Pour un sursaut ivoirien
Le Monde (France)

[AUTEUR] Ibrahim Coulibaly, sergent déserteur de l’armée ivoirienne, est le chef militaire de la rébellion contre le régime du président Gbago. Figure du coup d’État de 1999 ayant amené au pouvoir le général Gueï, il a été récemment arrêté en France par la DST pour avoir recruté des mercenaires, puis remis en liberté.

[RESUME] J’ai mal pour la Côte d’Ivoire et j’ai peine à croire qu’un journaliste a été tué pour avoir fait son travail. Le deuil que porte la Côte d’Ivoire, ce n’est pas seulement celui de Jean Hélène, c’est aussi celui de la démocratie. Depuis le début de l’insurrection, jamais une mort n’avait suscité autant d’émotion. Pourtant, d’après Jean Hélène, que j’avais rencontré à Paris deux jours avant son départ pour la Côte d’Ivoire, des gens disparaissent tous les jours à Abidjan et la population n’ose pas parler à la police ou à un journaliste de RFI. D’autant que cette radio est accusée par le pouvoir de soutenir l’ancienne rébellion.

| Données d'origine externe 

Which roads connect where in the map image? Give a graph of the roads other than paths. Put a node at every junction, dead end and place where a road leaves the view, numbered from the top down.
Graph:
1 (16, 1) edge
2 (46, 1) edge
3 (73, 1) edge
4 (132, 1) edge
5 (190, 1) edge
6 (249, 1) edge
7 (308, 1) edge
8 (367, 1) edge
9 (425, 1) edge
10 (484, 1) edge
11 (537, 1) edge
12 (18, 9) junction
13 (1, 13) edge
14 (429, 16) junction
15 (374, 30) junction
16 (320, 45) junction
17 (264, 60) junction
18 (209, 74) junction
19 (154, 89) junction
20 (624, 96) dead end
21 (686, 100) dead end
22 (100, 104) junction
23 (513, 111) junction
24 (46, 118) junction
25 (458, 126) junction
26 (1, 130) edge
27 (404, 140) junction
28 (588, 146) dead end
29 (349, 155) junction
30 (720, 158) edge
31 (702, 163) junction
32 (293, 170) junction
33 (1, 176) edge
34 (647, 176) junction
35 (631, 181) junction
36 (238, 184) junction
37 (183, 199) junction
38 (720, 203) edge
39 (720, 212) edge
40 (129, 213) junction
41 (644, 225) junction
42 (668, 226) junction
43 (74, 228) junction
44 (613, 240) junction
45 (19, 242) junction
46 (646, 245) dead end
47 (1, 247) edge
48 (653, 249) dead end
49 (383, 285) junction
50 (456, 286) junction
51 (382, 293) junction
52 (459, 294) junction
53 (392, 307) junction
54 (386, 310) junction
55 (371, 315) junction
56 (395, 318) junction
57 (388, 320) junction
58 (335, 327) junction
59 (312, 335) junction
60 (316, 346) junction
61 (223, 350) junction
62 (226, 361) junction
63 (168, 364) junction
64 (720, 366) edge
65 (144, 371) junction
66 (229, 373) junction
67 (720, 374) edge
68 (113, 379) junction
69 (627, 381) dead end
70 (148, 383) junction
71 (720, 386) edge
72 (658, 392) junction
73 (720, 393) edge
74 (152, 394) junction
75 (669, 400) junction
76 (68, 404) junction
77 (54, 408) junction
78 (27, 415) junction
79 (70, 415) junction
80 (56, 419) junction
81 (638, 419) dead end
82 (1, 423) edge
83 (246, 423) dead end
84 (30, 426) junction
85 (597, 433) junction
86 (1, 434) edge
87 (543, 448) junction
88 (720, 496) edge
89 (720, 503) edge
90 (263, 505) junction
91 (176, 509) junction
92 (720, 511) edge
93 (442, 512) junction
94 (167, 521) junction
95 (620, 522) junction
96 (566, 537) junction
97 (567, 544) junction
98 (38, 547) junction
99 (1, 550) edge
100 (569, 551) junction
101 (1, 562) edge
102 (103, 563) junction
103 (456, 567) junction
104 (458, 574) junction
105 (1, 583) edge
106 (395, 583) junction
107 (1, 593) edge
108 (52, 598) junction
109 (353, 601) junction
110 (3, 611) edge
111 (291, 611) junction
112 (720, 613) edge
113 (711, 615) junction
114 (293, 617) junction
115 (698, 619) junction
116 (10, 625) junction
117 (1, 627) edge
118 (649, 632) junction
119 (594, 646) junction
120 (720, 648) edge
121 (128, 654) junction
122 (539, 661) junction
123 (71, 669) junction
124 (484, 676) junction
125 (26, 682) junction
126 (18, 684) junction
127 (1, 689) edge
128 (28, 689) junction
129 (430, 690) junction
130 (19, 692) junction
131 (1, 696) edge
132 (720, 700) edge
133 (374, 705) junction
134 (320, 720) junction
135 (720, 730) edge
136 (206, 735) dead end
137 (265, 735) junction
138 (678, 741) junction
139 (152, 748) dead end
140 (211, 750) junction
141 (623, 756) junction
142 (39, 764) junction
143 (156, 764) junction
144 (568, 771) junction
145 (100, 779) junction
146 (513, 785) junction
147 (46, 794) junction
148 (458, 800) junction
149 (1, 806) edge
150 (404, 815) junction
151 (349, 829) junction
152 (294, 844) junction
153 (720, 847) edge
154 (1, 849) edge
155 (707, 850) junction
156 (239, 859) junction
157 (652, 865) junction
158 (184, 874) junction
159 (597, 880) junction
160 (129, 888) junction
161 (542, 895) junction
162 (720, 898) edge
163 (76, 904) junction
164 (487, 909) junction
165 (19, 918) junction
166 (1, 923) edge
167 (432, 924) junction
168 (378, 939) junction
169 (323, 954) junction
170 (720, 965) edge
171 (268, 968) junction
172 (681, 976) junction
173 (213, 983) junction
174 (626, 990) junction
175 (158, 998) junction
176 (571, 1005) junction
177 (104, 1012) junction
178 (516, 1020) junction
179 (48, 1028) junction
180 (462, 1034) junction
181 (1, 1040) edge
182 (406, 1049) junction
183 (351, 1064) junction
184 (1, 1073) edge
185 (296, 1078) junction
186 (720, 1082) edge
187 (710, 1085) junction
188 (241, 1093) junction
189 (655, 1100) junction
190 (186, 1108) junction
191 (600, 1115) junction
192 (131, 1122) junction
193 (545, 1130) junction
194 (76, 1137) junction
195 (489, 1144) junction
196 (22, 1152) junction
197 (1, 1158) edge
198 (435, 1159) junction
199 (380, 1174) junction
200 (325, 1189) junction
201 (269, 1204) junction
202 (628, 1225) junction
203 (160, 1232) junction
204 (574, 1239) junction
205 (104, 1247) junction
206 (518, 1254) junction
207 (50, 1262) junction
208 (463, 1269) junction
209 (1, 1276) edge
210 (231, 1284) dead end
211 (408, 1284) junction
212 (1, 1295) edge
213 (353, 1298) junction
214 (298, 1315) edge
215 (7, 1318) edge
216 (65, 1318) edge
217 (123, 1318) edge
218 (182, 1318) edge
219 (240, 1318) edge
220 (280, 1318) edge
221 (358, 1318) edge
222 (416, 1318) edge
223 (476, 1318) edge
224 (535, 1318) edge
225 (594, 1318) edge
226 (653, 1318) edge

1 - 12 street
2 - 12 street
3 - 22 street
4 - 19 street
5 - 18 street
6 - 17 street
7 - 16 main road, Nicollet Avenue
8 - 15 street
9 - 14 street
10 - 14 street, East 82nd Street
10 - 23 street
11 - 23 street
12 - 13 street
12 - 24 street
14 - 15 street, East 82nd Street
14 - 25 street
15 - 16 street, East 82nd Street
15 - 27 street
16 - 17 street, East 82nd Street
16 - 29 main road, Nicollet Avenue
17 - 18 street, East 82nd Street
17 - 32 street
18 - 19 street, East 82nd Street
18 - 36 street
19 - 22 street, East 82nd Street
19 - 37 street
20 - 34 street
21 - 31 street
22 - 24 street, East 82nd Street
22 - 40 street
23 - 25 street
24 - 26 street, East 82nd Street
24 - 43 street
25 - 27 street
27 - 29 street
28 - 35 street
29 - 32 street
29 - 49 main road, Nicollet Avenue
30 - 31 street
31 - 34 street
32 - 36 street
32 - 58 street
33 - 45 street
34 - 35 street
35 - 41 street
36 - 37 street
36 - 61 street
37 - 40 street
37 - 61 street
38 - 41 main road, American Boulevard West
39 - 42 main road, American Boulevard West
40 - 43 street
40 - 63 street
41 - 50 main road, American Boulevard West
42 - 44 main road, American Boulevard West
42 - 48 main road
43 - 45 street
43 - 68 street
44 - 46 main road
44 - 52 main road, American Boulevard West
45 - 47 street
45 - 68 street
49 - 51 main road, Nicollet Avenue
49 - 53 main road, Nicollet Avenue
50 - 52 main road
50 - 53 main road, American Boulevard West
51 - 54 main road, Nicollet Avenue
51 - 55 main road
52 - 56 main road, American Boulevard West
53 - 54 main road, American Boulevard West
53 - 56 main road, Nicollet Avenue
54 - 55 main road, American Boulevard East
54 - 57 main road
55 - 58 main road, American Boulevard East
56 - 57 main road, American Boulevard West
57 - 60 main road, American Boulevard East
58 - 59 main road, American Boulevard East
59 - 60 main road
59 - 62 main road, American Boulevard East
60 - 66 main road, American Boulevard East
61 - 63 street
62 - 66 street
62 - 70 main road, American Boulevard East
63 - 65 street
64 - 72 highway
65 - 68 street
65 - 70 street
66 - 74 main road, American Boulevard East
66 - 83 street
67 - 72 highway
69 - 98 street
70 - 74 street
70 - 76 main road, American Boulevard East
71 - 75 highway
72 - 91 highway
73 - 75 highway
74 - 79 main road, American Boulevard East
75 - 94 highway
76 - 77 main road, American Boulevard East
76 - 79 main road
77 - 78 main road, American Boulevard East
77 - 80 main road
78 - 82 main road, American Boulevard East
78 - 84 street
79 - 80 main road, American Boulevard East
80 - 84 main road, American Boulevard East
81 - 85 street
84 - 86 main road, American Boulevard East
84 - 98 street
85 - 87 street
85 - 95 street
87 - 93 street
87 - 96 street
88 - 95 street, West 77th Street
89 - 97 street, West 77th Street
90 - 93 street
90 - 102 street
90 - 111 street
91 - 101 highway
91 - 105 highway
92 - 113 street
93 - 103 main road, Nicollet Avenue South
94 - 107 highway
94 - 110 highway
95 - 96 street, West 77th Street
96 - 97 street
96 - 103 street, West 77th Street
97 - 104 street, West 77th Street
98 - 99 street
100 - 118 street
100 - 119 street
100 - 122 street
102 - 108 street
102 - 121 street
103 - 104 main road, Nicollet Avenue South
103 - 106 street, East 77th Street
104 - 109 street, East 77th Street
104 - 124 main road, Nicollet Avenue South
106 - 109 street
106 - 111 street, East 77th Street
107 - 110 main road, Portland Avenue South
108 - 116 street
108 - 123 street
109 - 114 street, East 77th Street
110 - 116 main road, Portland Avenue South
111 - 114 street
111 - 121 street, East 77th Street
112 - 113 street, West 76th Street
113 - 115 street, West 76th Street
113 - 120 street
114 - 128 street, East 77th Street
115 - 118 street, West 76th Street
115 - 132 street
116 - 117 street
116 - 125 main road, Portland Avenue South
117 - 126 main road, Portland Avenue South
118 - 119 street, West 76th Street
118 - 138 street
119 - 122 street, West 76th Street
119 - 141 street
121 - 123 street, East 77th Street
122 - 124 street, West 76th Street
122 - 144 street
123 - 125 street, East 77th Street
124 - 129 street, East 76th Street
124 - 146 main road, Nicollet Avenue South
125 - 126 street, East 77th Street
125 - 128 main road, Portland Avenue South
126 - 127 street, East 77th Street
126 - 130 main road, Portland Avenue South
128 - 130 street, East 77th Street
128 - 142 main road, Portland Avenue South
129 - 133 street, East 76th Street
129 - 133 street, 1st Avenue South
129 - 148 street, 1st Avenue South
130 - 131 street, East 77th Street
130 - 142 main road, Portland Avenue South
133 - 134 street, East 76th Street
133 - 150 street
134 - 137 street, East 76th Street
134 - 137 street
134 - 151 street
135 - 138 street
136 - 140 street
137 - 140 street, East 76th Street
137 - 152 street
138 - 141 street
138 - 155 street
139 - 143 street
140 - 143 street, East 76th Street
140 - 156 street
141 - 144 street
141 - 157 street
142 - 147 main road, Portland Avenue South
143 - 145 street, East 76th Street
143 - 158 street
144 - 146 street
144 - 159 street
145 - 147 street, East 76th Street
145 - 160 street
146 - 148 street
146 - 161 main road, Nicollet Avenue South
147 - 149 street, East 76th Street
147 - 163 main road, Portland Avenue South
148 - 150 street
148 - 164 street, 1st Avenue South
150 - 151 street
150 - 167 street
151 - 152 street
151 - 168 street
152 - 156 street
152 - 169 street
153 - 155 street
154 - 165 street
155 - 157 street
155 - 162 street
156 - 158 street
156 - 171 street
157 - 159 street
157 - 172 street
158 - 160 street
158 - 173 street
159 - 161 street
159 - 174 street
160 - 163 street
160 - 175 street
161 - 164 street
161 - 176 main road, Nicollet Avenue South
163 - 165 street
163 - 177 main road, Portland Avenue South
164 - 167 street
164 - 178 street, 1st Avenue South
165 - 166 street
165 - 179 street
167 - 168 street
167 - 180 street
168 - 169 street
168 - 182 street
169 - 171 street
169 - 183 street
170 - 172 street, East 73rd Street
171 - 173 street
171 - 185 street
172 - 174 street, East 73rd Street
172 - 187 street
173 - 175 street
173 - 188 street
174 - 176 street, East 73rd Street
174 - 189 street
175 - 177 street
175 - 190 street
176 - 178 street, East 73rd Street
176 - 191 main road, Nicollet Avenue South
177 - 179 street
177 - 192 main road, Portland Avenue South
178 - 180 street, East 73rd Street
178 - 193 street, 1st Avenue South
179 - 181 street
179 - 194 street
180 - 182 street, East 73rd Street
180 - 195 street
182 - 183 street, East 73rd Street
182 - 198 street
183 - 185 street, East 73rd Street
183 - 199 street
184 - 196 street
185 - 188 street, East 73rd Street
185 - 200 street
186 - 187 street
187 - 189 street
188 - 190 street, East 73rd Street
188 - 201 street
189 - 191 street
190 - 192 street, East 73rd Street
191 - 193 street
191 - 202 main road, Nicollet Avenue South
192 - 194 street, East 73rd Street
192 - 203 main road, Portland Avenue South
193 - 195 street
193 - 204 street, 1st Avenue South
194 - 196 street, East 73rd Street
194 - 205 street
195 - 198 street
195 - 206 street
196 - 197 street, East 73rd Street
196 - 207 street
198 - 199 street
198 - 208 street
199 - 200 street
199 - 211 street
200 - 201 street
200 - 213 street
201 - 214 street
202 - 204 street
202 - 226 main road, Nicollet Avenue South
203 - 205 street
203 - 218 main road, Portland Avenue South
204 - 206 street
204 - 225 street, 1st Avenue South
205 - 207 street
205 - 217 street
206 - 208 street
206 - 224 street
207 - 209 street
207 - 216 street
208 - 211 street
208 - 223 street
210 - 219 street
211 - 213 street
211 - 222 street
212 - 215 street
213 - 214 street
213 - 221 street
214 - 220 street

La démocratie se meurt en Côte d’Ivoire car les citoyens craignent de parler et parce que ceux qui le font son assassinés. Je souhaite donc que cette mort suscite un sursaut national et international. Il faut aller au-delà des mots avec le régime Gbagbo. Il est responsable de la mort de Jean Hélène, au minimum politiquement en raison de la haine de l’« Autre » que distille les médias pro-présidentiels en violation des accords de Marcoussis stipulant la fin de tout appel à la haine. Faute de moyens, Guillaume Soro, le ministre de la communication issu de l’ancienne rébellion, n’a pas pu entamer la réforme de la Radio Télévision Ivoirienne sous contrôle présidentiel. Les journaux pro-Gbagbo continuent leur propagande tandis que les journaux d’opposition sont la cibles de milices et que le pouvoir interdit toute manifestation publique ou veut fermer les « grains », les cafés où on discute politique.
Il faut lutter contre cet effondrement de la démocratie. C’est vrai, les Forces nouvelles ont utilisé la violence pour renverser l’ordre constitutionnel. Toutefois, nous n’avons pas utilisé la violence de gaieté de cœur et nous l’avons fait pour dénoncer la perversion de la constitution après l’inscription du concept d’ « ivoirité ». Gbagbo ne veut pas appliquer les accords de Marcoussis et trouve prétexte à les refuser en exigeant d’abord un désarmement des rebelles. Il faut que la France et l’ONU s’impliquent en constituant une force d’interposition et en faisant passer la Côte d’Ivoire sous contrôle de l’ONU pour appliquer les accords. Les rebelles désarmeront à ce moment-là.